• _WHAT YOU ARE ASKED TO DO_: In the material below, the lines containing the word "every" are required; copy each of them.

• _LISTED RECORDS_:
+---+
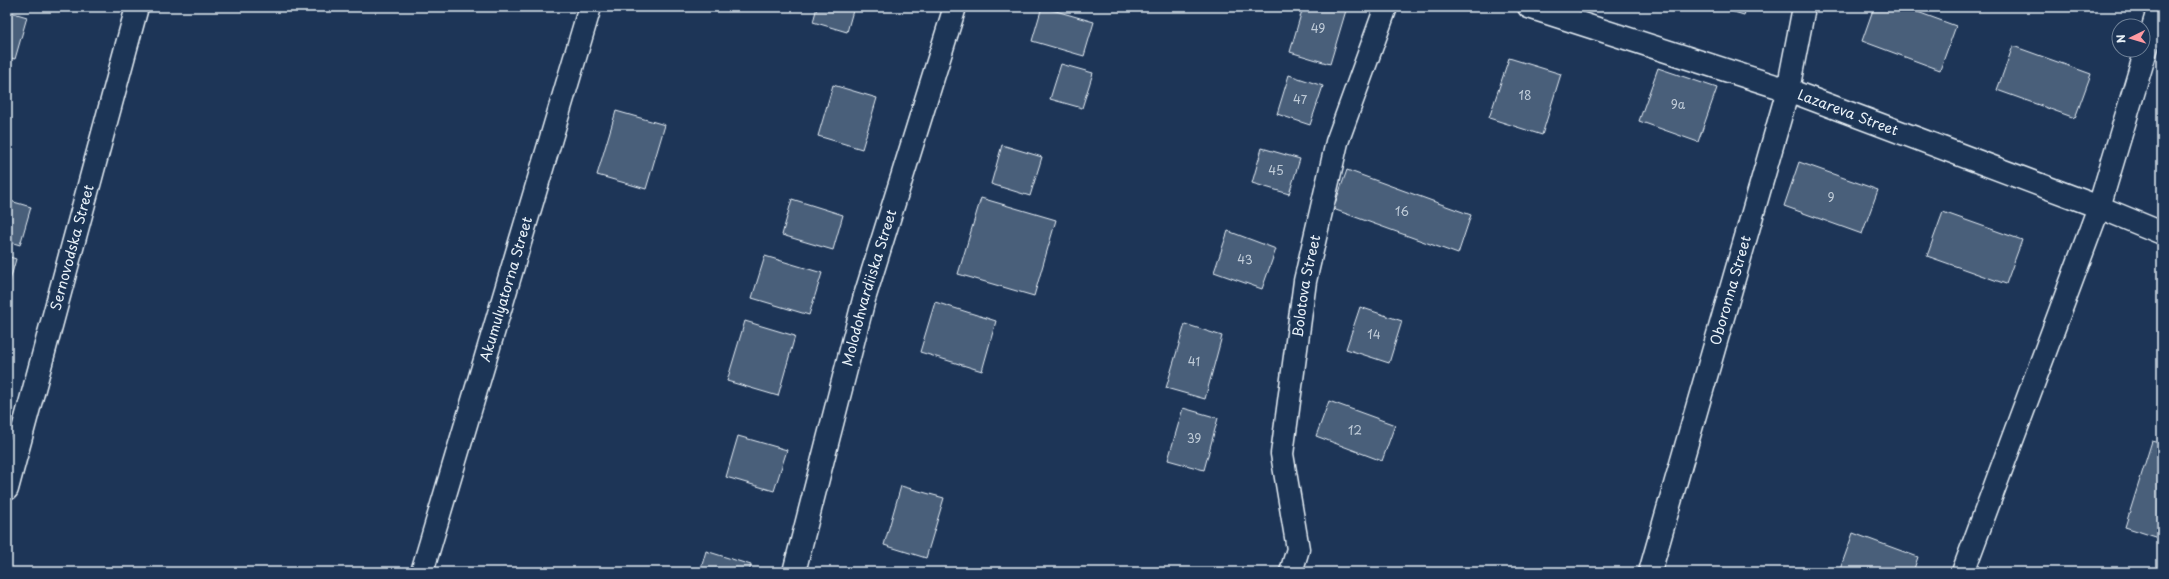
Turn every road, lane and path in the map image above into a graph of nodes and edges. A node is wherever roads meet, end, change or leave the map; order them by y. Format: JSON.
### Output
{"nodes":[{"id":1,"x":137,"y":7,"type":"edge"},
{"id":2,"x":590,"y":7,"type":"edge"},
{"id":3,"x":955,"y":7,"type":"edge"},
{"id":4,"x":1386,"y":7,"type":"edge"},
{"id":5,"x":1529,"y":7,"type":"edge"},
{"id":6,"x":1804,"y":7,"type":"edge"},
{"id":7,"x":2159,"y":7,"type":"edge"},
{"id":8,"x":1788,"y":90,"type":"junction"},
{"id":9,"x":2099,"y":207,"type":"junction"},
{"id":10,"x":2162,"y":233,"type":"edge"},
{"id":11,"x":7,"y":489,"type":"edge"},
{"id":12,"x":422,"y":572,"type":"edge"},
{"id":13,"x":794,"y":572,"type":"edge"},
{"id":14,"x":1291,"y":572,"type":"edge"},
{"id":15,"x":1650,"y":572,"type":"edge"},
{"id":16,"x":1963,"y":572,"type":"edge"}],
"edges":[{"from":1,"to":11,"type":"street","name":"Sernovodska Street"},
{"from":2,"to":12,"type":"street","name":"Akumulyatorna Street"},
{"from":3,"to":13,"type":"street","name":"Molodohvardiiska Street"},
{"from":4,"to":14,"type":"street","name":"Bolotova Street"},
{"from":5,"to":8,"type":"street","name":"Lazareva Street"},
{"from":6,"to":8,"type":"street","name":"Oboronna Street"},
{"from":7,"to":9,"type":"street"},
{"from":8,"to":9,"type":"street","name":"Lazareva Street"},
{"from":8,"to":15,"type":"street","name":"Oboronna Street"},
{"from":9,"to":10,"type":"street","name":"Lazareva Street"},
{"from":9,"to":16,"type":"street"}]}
+---+
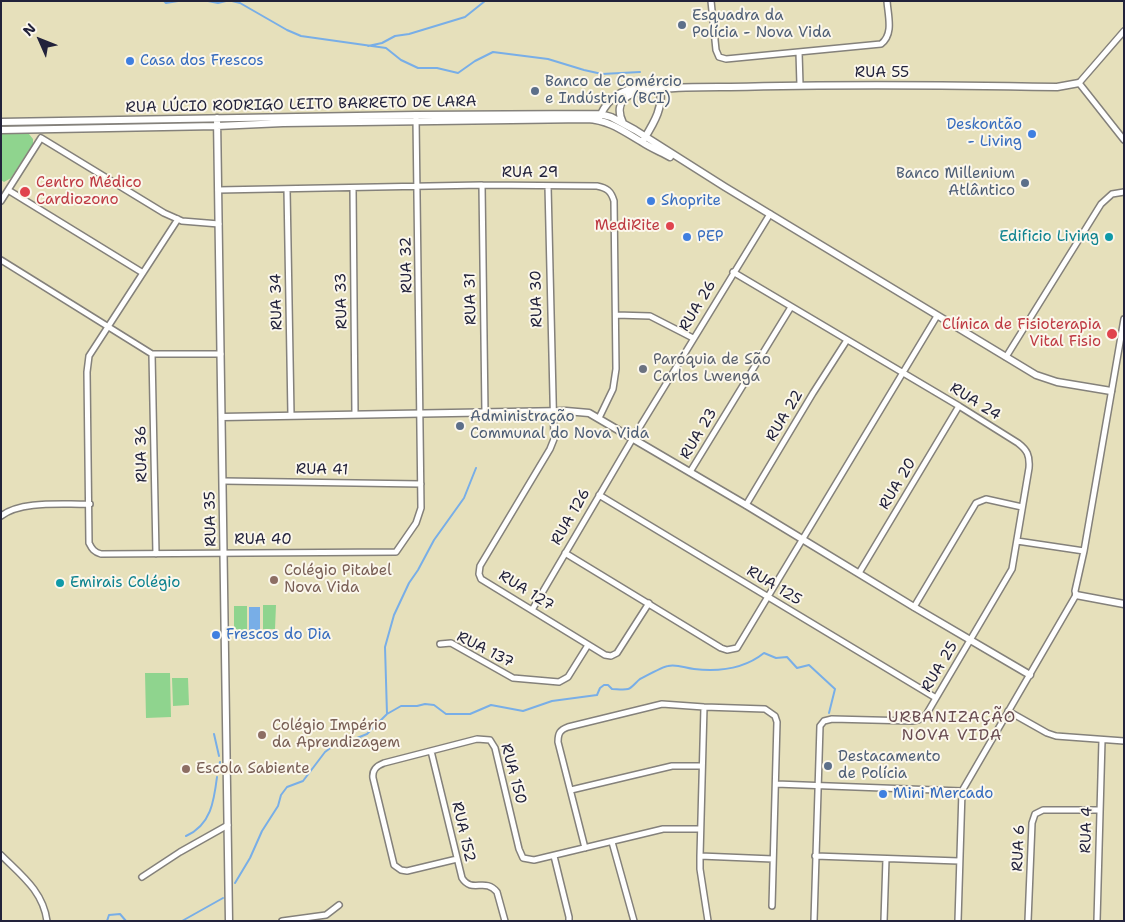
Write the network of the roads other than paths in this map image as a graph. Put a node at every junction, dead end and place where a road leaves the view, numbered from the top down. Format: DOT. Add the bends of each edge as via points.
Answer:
+---+
• _OUTPUT FOR THIS TASK_:
Turn every road, lane and path in the map image above into a graph of nodes and edges. A node is wherever roads meet, end, change or leave the map; order them by y. Format: JSON.
Write the network of the roads other than paths in this map image as a graph. Put a node at every junction, dead end and place where a road leaves the view, numbered from the top down. Format: DOT. Add the bends of each edge as via points.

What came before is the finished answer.